(Task prompt) Filter the entries for the word "Right". Copy each line in which it occurs.

-- Opening Marker --

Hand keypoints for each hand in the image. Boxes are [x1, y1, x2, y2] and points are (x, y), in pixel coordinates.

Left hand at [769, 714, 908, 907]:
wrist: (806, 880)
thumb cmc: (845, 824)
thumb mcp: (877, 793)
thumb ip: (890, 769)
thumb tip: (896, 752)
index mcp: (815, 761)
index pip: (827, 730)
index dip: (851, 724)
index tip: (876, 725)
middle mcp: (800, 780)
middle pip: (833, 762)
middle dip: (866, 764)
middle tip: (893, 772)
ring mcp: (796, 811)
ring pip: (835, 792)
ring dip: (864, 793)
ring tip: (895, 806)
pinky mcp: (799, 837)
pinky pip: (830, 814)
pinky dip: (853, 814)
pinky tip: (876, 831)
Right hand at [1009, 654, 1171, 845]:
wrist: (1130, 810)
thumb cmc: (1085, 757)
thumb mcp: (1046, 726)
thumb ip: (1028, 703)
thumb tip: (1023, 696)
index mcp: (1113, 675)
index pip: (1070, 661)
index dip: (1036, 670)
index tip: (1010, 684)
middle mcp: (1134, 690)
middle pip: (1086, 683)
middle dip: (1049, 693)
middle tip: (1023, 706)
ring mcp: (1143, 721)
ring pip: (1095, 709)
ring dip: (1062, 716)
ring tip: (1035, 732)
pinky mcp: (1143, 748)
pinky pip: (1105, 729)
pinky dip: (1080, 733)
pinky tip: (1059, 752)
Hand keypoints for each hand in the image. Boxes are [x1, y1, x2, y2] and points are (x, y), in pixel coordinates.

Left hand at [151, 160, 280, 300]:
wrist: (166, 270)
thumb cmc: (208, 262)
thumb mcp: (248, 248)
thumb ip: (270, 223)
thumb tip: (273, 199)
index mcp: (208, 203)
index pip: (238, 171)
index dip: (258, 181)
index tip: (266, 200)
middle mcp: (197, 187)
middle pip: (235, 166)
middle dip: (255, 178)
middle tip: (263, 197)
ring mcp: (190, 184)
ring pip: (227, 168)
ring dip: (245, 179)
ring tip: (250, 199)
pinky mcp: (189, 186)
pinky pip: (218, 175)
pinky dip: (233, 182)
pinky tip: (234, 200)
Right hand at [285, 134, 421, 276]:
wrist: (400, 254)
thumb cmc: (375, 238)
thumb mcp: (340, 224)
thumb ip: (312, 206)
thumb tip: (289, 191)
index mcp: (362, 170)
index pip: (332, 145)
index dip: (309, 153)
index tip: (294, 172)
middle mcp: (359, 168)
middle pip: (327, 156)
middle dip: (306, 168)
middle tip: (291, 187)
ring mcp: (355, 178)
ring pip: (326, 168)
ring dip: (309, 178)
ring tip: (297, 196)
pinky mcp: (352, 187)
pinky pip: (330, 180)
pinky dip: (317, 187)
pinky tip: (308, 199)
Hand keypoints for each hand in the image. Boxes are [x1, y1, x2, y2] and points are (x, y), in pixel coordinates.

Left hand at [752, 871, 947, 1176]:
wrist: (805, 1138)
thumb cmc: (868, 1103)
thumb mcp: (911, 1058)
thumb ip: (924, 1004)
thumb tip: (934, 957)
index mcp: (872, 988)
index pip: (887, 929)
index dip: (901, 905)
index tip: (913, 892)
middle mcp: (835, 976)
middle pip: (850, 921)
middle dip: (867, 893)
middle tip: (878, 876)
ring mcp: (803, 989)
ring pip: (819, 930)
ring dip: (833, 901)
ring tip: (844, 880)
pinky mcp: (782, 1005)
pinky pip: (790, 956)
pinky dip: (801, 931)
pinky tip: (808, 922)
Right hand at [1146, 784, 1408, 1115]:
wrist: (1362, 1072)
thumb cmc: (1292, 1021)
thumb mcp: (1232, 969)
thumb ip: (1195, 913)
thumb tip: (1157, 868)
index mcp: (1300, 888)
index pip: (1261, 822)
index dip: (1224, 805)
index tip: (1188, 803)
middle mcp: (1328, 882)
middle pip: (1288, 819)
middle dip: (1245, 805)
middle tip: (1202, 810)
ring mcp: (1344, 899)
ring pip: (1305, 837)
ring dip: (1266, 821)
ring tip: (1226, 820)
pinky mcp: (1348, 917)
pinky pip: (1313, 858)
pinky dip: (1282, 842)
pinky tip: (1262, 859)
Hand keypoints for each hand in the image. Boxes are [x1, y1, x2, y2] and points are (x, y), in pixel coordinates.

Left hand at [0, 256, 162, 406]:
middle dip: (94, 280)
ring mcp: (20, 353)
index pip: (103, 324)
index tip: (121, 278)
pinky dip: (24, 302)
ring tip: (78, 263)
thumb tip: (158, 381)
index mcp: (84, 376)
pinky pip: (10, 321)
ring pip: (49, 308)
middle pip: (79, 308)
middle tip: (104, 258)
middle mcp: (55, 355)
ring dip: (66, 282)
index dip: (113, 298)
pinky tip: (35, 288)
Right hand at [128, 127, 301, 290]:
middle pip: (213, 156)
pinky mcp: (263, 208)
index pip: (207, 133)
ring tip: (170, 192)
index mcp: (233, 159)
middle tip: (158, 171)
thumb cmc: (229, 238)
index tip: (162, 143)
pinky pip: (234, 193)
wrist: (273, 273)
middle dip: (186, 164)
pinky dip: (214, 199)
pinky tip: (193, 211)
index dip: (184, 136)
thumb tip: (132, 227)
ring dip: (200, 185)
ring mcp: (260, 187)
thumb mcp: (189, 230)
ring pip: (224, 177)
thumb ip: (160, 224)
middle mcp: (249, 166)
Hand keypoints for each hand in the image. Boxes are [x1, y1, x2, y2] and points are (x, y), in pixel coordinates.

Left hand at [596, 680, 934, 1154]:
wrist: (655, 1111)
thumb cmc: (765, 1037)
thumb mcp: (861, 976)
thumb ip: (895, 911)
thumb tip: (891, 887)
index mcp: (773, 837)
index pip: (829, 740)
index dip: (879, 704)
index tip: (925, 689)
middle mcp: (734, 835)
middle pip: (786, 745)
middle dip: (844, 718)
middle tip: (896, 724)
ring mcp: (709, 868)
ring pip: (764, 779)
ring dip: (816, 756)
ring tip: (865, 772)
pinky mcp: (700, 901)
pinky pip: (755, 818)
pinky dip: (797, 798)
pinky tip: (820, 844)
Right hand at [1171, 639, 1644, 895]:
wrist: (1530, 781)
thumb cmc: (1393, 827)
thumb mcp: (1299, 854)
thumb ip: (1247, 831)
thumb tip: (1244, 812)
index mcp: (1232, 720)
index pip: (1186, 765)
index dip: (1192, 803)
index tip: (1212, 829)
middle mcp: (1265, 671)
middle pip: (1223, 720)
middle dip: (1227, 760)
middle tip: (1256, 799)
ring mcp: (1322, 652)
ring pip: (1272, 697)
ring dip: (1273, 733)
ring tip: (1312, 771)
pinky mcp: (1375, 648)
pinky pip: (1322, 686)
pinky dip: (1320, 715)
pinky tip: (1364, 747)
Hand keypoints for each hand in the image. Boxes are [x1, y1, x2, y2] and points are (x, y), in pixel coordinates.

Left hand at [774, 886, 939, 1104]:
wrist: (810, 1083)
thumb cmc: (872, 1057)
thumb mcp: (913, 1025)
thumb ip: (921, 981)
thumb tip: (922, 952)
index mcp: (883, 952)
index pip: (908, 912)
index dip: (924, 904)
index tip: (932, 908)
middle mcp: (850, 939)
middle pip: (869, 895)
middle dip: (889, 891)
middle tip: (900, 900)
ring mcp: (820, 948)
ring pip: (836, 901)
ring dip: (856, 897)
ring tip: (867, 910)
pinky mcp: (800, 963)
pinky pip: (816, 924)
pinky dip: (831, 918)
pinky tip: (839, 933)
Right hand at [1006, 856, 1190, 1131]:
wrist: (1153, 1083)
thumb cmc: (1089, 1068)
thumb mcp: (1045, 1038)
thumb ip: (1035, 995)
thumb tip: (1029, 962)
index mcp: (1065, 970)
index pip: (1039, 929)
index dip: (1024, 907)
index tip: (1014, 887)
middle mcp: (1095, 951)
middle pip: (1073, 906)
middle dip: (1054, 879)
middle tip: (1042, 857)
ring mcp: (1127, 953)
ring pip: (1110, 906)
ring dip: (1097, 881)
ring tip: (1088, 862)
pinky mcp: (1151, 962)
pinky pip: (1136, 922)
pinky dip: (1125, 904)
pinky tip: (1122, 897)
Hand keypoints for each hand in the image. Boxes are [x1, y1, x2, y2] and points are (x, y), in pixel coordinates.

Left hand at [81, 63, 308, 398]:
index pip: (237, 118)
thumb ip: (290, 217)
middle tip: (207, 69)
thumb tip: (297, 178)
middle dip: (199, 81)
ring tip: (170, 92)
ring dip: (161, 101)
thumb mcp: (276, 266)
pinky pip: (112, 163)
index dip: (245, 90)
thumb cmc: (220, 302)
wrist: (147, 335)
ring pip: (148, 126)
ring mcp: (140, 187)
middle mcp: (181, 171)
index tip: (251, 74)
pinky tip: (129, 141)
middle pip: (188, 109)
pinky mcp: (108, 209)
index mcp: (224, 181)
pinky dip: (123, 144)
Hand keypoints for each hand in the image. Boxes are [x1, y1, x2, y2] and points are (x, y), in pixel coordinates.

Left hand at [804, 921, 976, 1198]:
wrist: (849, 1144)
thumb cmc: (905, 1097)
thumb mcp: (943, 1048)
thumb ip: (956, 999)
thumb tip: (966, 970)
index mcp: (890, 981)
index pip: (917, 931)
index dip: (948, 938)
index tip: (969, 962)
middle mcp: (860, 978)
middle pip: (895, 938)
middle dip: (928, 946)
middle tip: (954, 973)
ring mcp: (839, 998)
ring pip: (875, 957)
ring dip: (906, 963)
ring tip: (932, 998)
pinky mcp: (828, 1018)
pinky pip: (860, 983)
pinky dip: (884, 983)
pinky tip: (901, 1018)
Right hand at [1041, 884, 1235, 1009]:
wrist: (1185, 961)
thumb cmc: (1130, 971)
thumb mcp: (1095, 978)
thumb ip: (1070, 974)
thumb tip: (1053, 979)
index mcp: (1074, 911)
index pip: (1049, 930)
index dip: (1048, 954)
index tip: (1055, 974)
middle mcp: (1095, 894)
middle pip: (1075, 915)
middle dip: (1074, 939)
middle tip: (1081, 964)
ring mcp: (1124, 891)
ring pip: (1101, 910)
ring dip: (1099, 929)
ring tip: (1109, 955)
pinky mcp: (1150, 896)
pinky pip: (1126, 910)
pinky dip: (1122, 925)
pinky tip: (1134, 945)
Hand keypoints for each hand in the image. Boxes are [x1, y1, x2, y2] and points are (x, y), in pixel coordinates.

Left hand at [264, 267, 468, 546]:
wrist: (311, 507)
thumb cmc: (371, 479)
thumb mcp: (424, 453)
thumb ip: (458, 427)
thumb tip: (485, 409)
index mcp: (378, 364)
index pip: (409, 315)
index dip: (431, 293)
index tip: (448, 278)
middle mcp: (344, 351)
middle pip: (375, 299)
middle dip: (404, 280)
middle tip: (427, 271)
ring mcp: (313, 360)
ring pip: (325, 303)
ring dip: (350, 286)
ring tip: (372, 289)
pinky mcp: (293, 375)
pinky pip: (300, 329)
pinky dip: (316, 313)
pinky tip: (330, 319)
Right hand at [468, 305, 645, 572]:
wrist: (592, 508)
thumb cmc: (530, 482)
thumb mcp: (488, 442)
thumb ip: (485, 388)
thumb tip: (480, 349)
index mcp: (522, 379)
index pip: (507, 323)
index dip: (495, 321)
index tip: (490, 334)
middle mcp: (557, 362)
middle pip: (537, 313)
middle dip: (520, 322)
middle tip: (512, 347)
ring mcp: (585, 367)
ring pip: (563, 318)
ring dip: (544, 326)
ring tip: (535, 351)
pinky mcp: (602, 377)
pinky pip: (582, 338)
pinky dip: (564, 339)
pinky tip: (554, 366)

-- Closing Marker --

(Response box)
Right hand at [1009, 654, 1171, 845]:
Right hand at [285, 134, 421, 276]:
Right hand at [1146, 784, 1408, 1115]:
Right hand at [128, 127, 301, 290]:
Right hand at [1171, 639, 1644, 895]:
Right hand at [1006, 856, 1190, 1131]:
Right hand at [1041, 884, 1235, 1009]:
Right hand at [468, 305, 645, 572]:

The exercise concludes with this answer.